The Multimodal Sensing Grand Challenge for NextGen Pain Assessment (AI4PAIN) is the first international competition focused on automating the recognition of acute pain using multimodal sensing technologies. Participants are tasked with classifying pain intensity into three categories: No Pain, Low Pain, and High Pain, utilising functional near-infrared spectroscopy (fNIRS) and facial video recordings. This paper presents the baseline results of our approach, examining both individual and combined modalities. Notably, this challenge represents a pioneering effort to advance pain recognition by integrating neurological information (fNIRS) with behavioural data (facial video). The AI4Pain Grand Challenge aims to generate a novel multimodal sensing dataset, facilitating benchmarking and serving as a valuable resource for future research in autonomous pain assessment.
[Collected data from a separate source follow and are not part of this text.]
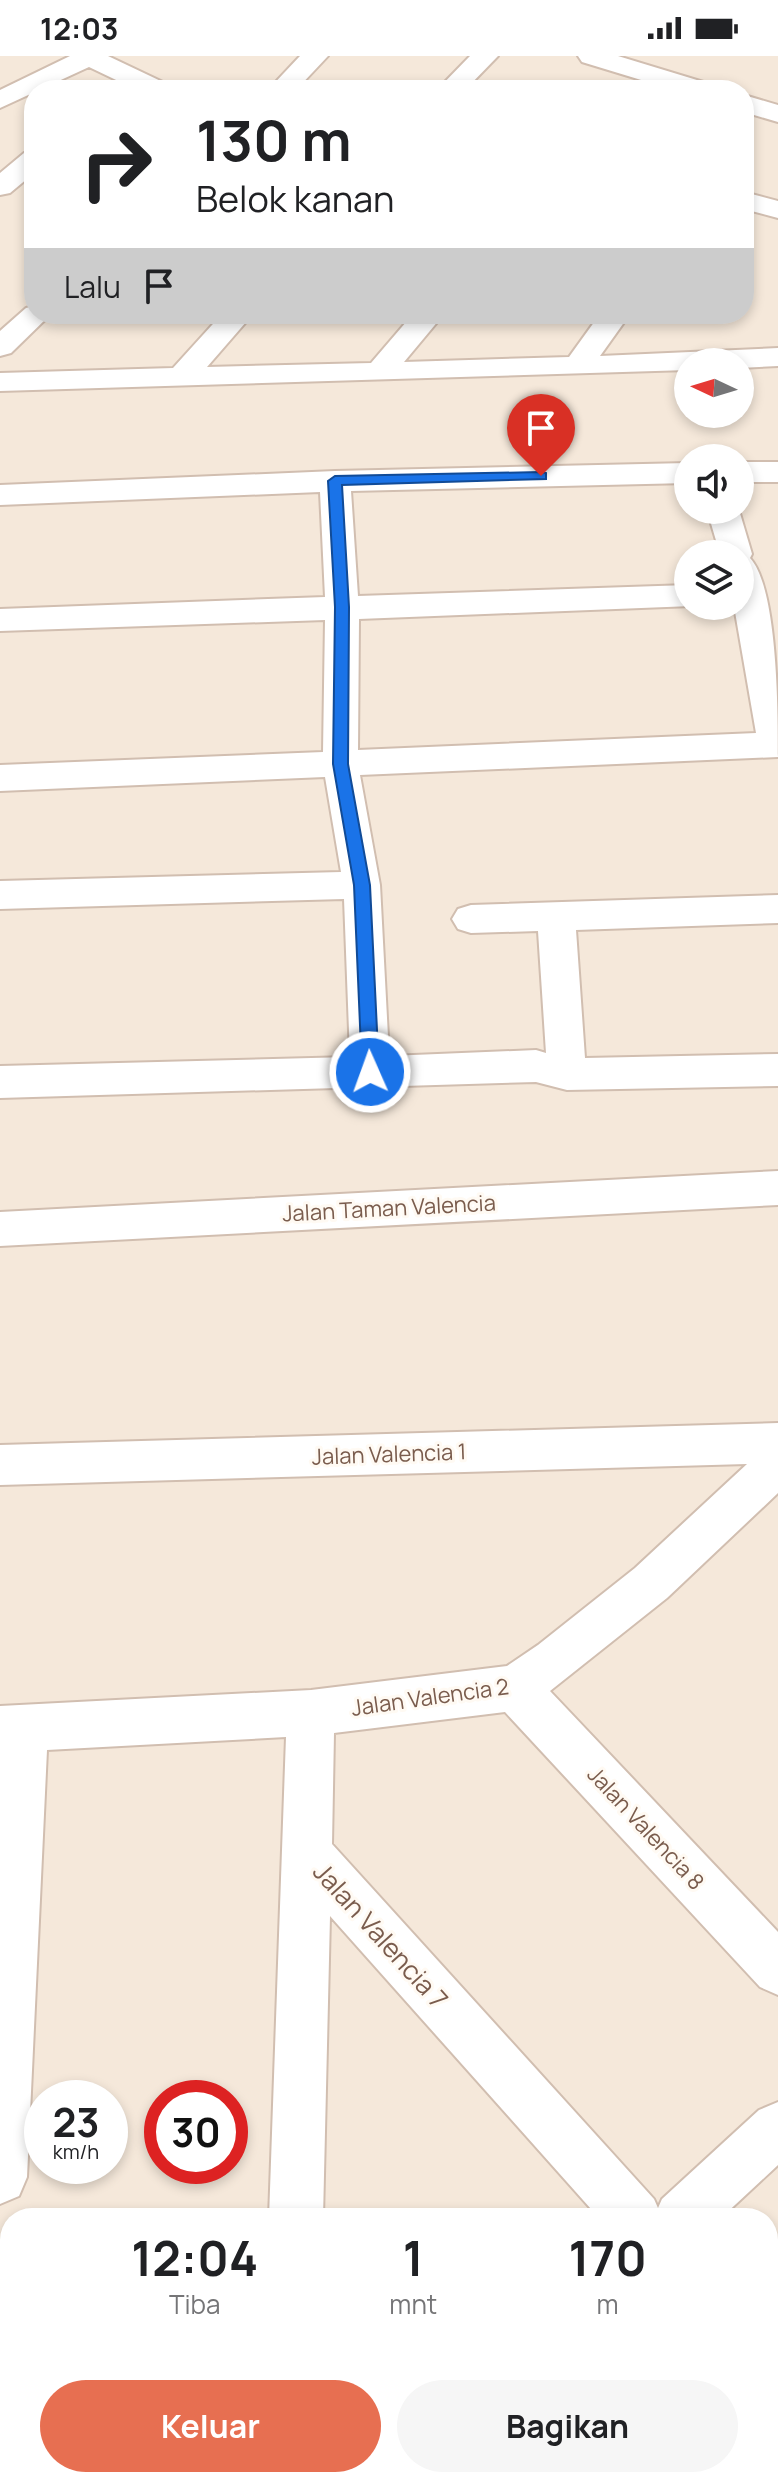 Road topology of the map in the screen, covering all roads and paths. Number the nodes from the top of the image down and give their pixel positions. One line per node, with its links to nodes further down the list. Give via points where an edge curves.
1 (88, 56): 6 (street); 7 (street)
2 (314, 56): 8 (street)
3 (485, 56): 9 (street)
4 (591, 56): 5 (street)
5 (643, 73): 10 (street)
6 (40, 80)
7 (128, 80)
8 (291, 80)
9 (460, 80)
10 (667, 80)
11 (24, 88): 12 (street)
12 (0, 100)
13 (754, 106): 14 (street)
14 (778, 114)
15 (24, 167): 16 (street)
16 (0, 187)
17 (754, 203): 18 (street)
18 (778, 210)
19 (25, 324): 23 (street)
20 (229, 324): 27 (street)
21 (420, 324): 26 (street)
22 (608, 324): 25 (street)
23 (0, 347)
24 (775, 352): 25 (street)
25 (578, 366): 26 (street)
26 (380, 371): 27 (street)
27 (181, 378): 28 (street)
28 (0, 382)
29 (754, 472): 30 (street)
30 (778, 472)
31 (674, 473): 32 (street)
32 (335, 481): 33 (street); 36 (street)
33 (0, 495)
34 (674, 596): 36 (street)
35 (754, 600): 38 (street)
36 (342, 607): 37 (street); 39 (street)
37 (0, 620)
38 (777, 745): 39 (street)
39 (340, 764): 40 (street); 41 (street)
40 (0, 778)
41 (362, 885): 42 (street); 47 (street)
42 (0, 895)
43 (778, 909): 44 (street)
44 (556, 915): 45 (street); 48 (street)
45 (471, 919)
46 (778, 1070): 48 (street)
47 (370, 1072): 48 (street, via 536,1066); 49 (street)
48 (567, 1074)
49 (0, 1082)
50 (778, 1188): 51 (street, Jalan Taman Valencia)
51 (0, 1229)
52 (778, 1443): 54 (street, Jalan Valencia 1)
53 (778, 1464): 55 (street, Jalan Valencia 2, via 651,1583)
54 (0, 1465)
55 (515, 1688): 56 (street, Jalan Valencia 2); 59 (street, Jalan Valencia 8)
56 (311, 1713): 57 (street, Jalan Valencia 2); 58 (street)
57 (12, 1729): 61 (street)
58 (307, 1853): 62 (street, Jalan Valencia 7); 63 (street, Jalan Valencia 7)
59 (778, 1969)
60 (778, 2129): 64 (street)
61 (0, 2177)
62 (296, 2208)
63 (626, 2208)
64 (692, 2208) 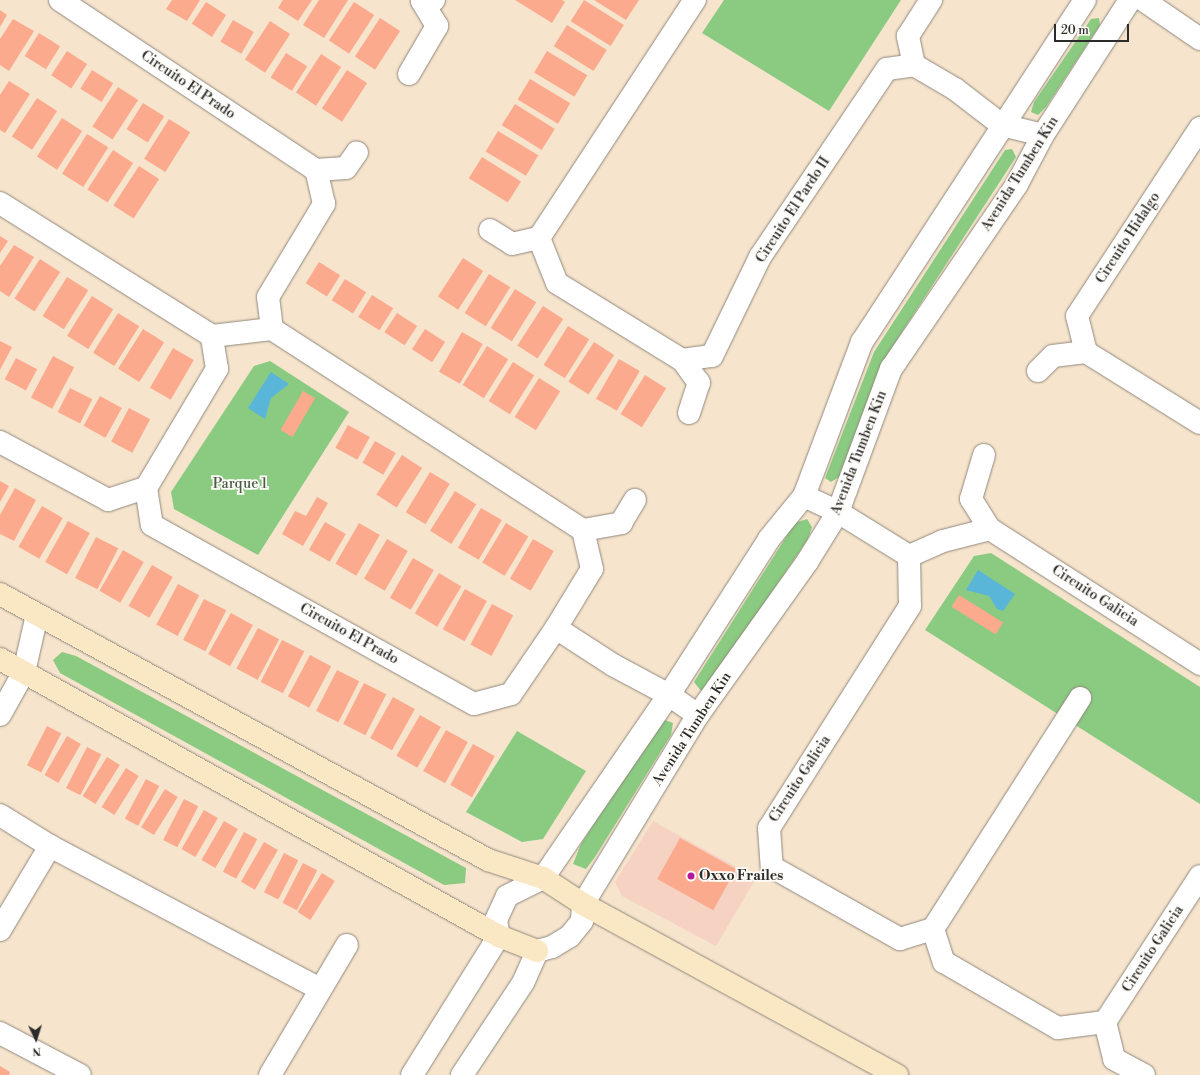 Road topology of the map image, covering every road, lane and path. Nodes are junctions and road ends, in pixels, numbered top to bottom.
1 (60, 0) edge
2 (425, 0) edge
3 (695, 0) edge
4 (931, 0) edge
5 (1085, 0) edge
6 (1130, 0) edge
7 (1143, 0) edge
8 (1200, 39) edge
9 (914, 65) junction
10 (409, 74) dead end
11 (1002, 125) junction
12 (1200, 128) edge
13 (1043, 135) junction
14 (357, 152) dead end
15 (316, 170) junction
16 (0, 203) edge
17 (490, 230) dead end
18 (539, 238) junction
19 (272, 329) junction
20 (212, 336) junction
21 (1086, 352) junction
22 (682, 360) junction
23 (1038, 371) dead end
24 (689, 413) dead end
25 (1200, 423) edge
26 (0, 442) edge
27 (984, 455) dead end
28 (146, 488) junction
29 (804, 496) junction
30 (635, 500) dead end
31 (838, 512) junction
32 (990, 529) junction
33 (583, 530) junction
34 (909, 556) junction
35 (0, 594) edge
36 (37, 615) junction
37 (556, 628) junction
38 (0, 659) edge
39 (1200, 664) edge
40 (24, 672) junction
41 (669, 695) junction
42 (1080, 698) dead end
43 (0, 715) edge
44 (698, 716) junction
45 (0, 815) edge
46 (50, 846) junction
47 (1200, 876) edge
48 (543, 878) junction
49 (583, 904) junction
50 (933, 929) junction
51 (0, 930) edge
52 (499, 936) junction
53 (347, 945) dead end
54 (537, 951) junction
55 (320, 990) junction
56 (1105, 1022) junction
57 (0, 1033) edge
58 (80, 1075) edge
59 (270, 1075) edge
60 (412, 1075) edge
61 (462, 1075) edge
62 (897, 1075) edge
63 (1144, 1075) edge

1 - 15 street, Circuito El Prado
2 - 10 street
3 - 18 street
4 - 9 street
5 - 11 street
6 - 13 street, Avenida Tumben Kin
7 - 8 street
9 - 11 street
9 - 22 street, Circuito El Pardo II
11 - 13 street
11 - 29 street
12 - 21 street, Circuito Hidalgo
13 - 31 street, Avenida Tumben Kin
14 - 15 street
15 - 19 street
16 - 20 street
17 - 18 street
18 - 22 street
19 - 20 street
19 - 33 street
20 - 28 street
21 - 23 street
21 - 25 street
22 - 24 street
26 - 28 street
27 - 32 street, Circuito Galicia
28 - 37 street, Circuito El Prado
29 - 31 street
29 - 41 street
30 - 33 street
31 - 34 street
31 - 44 street, Avenida Tumben Kin
32 - 34 street
32 - 39 street, Circuito Galicia
33 - 37 street, Circuito El Prado
34 - 50 street, Circuito Galicia
35 - 36 main road
36 - 40 street
36 - 48 main road
37 - 41 street
38 - 40 main road
40 - 43 street
40 - 52 main road
41 - 44 street
41 - 48 street
42 - 50 street
44 - 49 street, Avenida Tumben Kin
45 - 46 street
46 - 51 street
46 - 55 street
47 - 56 street, Circuito Galicia
48 - 49 main road
48 - 52 street
49 - 54 street
49 - 62 main road
50 - 56 street
52 - 54 main road
52 - 60 street
53 - 55 street
54 - 61 street
55 - 59 street
56 - 63 street
57 - 58 street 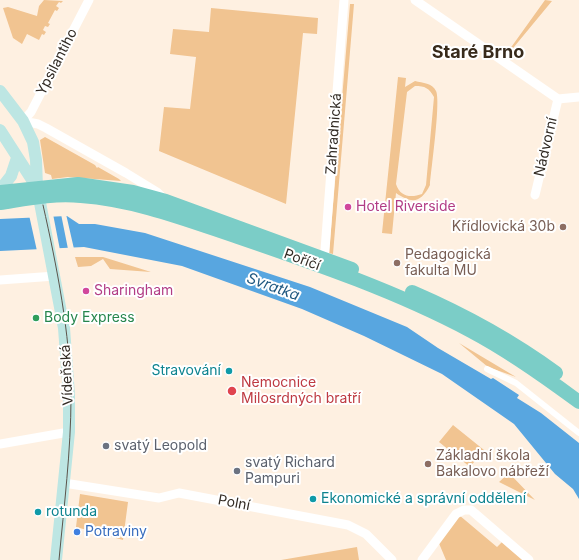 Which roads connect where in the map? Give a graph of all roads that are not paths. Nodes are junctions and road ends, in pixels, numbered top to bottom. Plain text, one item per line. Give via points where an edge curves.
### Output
1 (89, 0) edge
2 (344, 0) edge
3 (415, 0) edge
4 (0, 91) edge
5 (579, 97) edge
6 (558, 99) junction
7 (23, 121) junction
8 (0, 130) edge
9 (17, 158) junction
10 (0, 191) edge
11 (38, 194) junction
12 (535, 195) dead end
13 (166, 201) junction
14 (0, 203) edge
15 (324, 263) junction
16 (55, 276) junction
17 (0, 280) edge
18 (487, 369) dead end
19 (579, 390) edge
20 (579, 402) edge
21 (69, 432) junction
22 (579, 433) edge
23 (0, 444) edge
24 (64, 483) junction
25 (56, 560) edge
26 (392, 560) edge
27 (422, 560) edge
28 (529, 560) edge

1 - 7 street, Ypsilantiho via 32,111
2 - 15 street, Zahradnická
3 - 6 street
4 - 7 main road
5 - 6 street
6 - 12 street, Nádvorní
7 - 11 main road via 35,152
7 - 13 street, Poříčí via 46,128 157,192
8 - 9 main road
9 - 10 main road via 11,176
9 - 11 main road
10 - 11 main road, Poříčí
11 - 13 main road, Poříčí via 71,184 133,192
11 - 14 main road, Poříčí
11 - 15 main road, Poříčí via 79,195 131,203
11 - 16 main road, Vídeňská
13 - 15 main road, Poříčí
15 - 19 main road, Poříčí via 446,307 514,344
15 - 20 main road, Poříčí via 467,329 509,353
16 - 17 street
16 - 21 main road, Vídeňská via 67,358
18 - 22 street via 516,384
21 - 23 street
21 - 24 main road, Vídeňská
24 - 25 main road, Vídeňská
24 - 26 street, Polní via 159,498 179,493 348,525 366,534
27 - 28 street via 456,514 464,510 471,510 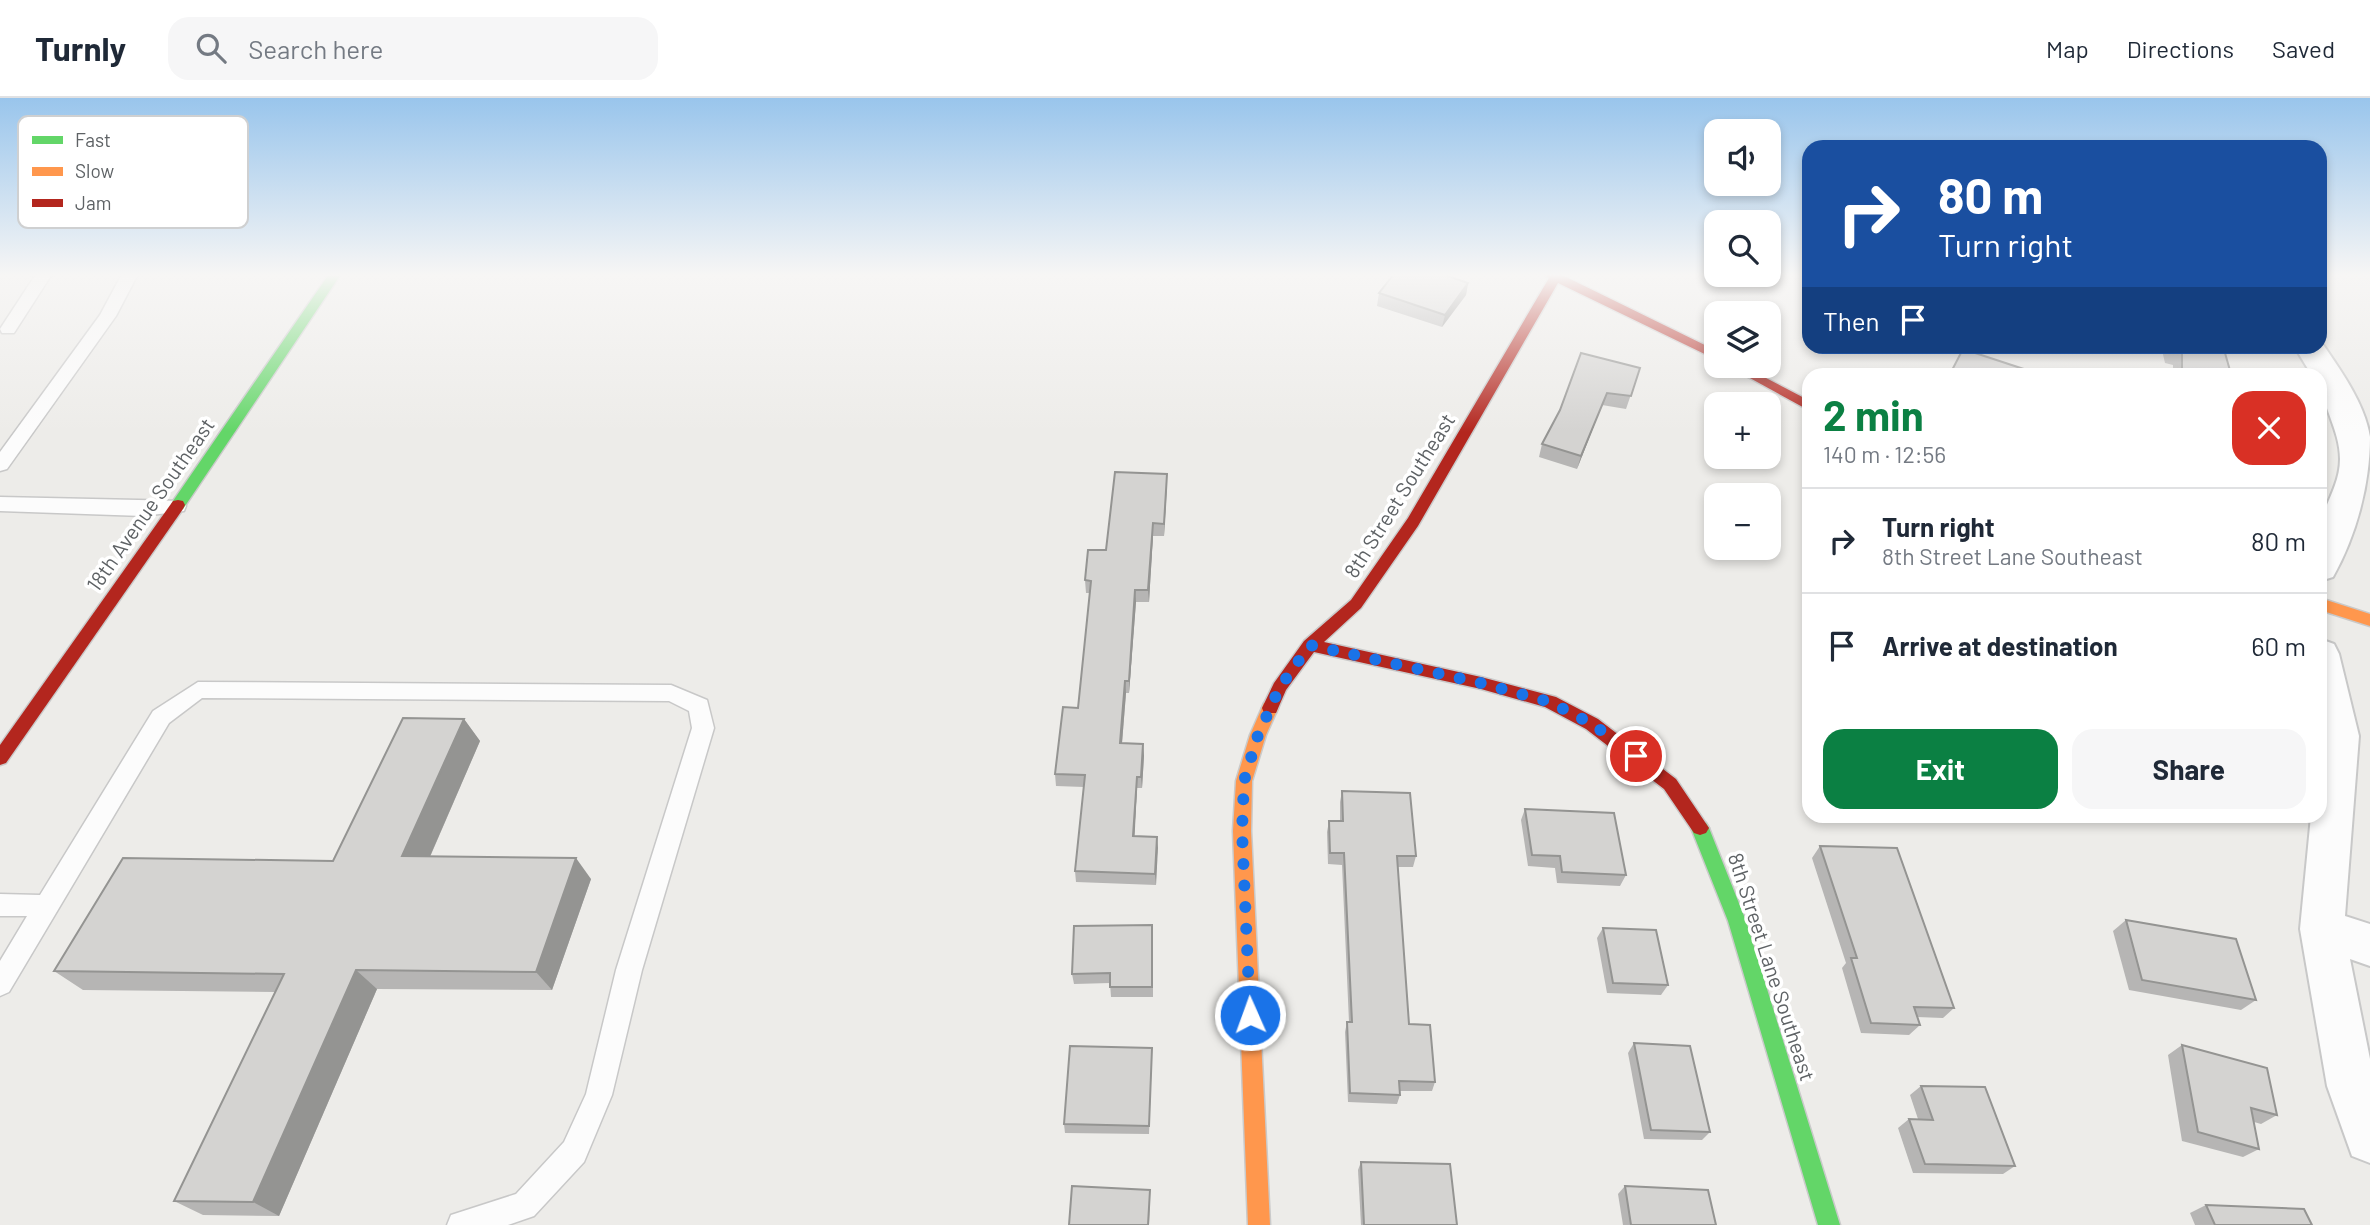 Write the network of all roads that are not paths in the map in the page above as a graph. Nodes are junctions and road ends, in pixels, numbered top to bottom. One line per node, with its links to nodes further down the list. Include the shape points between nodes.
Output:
1 (100, 327): 9 (lane)
2 (299, 327): 11 (street, 18th Avenue Southeast)
3 (1523, 327): 15 (street, 8th Street Southeast, via 1413,522 1356,604)
4 (1660, 327): 5 (street)
5 (1704, 349)
6 (1756, 378): 8 (street)
7 (2327, 378): 12 (street, via 2344,409 2356,470)
8 (1802, 403)
9 (0, 465)
10 (0, 504): 11 (lane)
11 (177, 506): 17 (street, 18th Avenue Southeast)
12 (2327, 549)
13 (2327, 606): 14 (street)
14 (2370, 620)
15 (1310, 645): 26 (street, 8th Street Southeast, via 1280,687 1244,781 1242,831); 27 (street, 8th Street Lane Southeast, via 1550,702 1592,724 1670,784 1710,848 1737,921)
16 (2327, 684): 20 (street, via 2339,736)
17 (0, 758)
18 (0, 905): 19 (lane)
19 (48, 906): 22 (lane); 25 (lane, via 161,717 198,691 671,693 699,706 703,728 629,970 598,1095 574,1152 524,1206)
20 (2322, 929): 21 (street); 24 (street, via 2351,1086)
21 (2370, 945)
22 (7, 961): 23 (lane)
23 (0, 984)
24 (2370, 1138)
25 (461, 1225)
26 (1259, 1225)
27 (1829, 1225)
The results show that individual fNIRS data achieved the highest accuracy, with 43.2% for the validation set and 43.3% for the test set, while facial data yielded the lowest accuracy, with 40.0% for the validation set and 40.1% for the test set. The combined multimodal approach produced accuracies of 40.2% for the validation set and 41.7% for the test set. This challenge provides the research community with a significant opportunity to enhance the understanding of pain, ultimately aiming to improve the quality of life for many pain sufferers through advanced, automated pain assessment methods.